<<<<
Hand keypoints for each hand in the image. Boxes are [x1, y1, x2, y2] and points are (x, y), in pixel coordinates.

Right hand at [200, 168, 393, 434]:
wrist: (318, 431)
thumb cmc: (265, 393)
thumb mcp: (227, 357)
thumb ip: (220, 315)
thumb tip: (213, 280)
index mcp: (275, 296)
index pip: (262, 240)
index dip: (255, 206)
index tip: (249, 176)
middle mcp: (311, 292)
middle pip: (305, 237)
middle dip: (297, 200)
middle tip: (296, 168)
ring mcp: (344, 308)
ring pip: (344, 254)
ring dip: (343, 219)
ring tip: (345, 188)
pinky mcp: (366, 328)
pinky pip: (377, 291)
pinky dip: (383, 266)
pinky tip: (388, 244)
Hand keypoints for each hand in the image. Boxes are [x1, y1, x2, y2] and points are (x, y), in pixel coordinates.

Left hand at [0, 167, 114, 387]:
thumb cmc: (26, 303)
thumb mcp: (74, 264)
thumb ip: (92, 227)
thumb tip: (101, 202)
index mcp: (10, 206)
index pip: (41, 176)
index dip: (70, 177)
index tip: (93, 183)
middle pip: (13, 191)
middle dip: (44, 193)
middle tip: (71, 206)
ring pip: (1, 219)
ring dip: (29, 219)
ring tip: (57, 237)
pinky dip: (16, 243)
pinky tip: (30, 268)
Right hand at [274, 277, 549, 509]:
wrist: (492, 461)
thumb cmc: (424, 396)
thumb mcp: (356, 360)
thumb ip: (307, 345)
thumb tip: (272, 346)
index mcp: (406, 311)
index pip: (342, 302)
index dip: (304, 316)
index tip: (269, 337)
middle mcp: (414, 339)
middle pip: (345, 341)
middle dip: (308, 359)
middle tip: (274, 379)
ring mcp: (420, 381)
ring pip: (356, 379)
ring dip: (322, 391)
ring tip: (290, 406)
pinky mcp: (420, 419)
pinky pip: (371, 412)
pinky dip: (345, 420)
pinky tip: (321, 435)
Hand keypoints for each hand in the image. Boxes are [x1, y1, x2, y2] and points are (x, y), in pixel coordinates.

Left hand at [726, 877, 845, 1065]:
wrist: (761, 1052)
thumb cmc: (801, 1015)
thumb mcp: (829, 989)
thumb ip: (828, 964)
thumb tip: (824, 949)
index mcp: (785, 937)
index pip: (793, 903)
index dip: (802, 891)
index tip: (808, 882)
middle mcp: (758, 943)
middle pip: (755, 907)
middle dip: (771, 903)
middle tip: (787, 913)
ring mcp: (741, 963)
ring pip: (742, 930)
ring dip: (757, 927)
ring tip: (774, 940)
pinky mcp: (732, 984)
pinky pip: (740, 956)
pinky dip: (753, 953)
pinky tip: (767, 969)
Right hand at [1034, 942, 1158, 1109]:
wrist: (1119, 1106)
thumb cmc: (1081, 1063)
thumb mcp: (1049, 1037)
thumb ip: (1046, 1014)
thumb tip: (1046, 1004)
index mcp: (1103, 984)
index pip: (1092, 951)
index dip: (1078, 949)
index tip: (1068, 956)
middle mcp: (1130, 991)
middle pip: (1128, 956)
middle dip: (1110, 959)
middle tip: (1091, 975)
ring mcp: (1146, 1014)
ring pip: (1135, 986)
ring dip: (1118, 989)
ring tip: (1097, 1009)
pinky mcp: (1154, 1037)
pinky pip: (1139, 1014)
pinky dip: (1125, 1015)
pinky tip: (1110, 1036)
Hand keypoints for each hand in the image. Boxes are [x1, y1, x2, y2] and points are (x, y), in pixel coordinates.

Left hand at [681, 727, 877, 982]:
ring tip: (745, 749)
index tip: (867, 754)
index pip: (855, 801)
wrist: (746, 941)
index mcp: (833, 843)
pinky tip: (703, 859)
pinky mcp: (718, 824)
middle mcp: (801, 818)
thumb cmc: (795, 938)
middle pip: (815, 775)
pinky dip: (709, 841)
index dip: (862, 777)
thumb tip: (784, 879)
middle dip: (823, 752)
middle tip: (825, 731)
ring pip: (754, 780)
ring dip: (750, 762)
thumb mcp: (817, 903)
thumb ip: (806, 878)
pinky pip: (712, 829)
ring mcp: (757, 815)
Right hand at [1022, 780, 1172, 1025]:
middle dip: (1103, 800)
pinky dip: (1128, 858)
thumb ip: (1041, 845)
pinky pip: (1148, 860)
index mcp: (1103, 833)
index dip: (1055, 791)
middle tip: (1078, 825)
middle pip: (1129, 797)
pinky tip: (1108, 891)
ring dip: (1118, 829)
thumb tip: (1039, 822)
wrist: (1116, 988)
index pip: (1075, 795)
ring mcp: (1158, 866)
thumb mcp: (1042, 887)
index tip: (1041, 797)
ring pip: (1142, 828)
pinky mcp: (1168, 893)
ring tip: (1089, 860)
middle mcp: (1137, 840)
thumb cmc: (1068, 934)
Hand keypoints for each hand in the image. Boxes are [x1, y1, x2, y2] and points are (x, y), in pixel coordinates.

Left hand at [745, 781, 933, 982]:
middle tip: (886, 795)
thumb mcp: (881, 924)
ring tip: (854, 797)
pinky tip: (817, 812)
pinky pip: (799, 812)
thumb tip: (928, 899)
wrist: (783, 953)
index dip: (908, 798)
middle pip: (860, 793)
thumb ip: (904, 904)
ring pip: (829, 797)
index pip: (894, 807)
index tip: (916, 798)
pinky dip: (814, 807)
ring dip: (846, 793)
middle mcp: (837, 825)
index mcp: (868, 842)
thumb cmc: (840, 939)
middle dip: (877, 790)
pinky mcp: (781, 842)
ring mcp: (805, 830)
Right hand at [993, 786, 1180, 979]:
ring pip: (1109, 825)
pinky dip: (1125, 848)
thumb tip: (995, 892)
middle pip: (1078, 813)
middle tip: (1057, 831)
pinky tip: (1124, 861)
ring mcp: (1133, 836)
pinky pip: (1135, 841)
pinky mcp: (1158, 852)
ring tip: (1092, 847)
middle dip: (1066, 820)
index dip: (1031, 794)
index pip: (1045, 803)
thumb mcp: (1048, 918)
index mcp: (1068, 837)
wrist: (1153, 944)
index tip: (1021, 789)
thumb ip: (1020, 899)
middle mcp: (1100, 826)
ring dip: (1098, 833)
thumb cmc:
>>>>
Only the lines from the beginning of the material above through the line with "pinky tip: (388, 244)" are wanted; extract them exactly.

Hand keypoints for each hand in the image. Boxes are [x1, y1, x2, y2] and points are (x, y), in pixel coordinates.

Right hand at [200, 168, 393, 434]:
wrist: (318, 431)
thumb cmc: (265, 393)
thumb mcp: (227, 357)
thumb ip: (220, 315)
thumb tip: (213, 280)
index mcp: (275, 296)
index pip: (262, 240)
index dip: (255, 206)
index tip: (249, 176)
middle mcp: (311, 292)
middle pip: (305, 237)
middle dip: (297, 200)
middle tip: (296, 168)
ring mcp: (344, 308)
ring pip: (344, 254)
ring dip: (343, 219)
ring tip: (345, 188)
pinky mcp: (366, 328)
pinky pip: (377, 291)
pinky dip: (383, 266)
pinky tip: (388, 244)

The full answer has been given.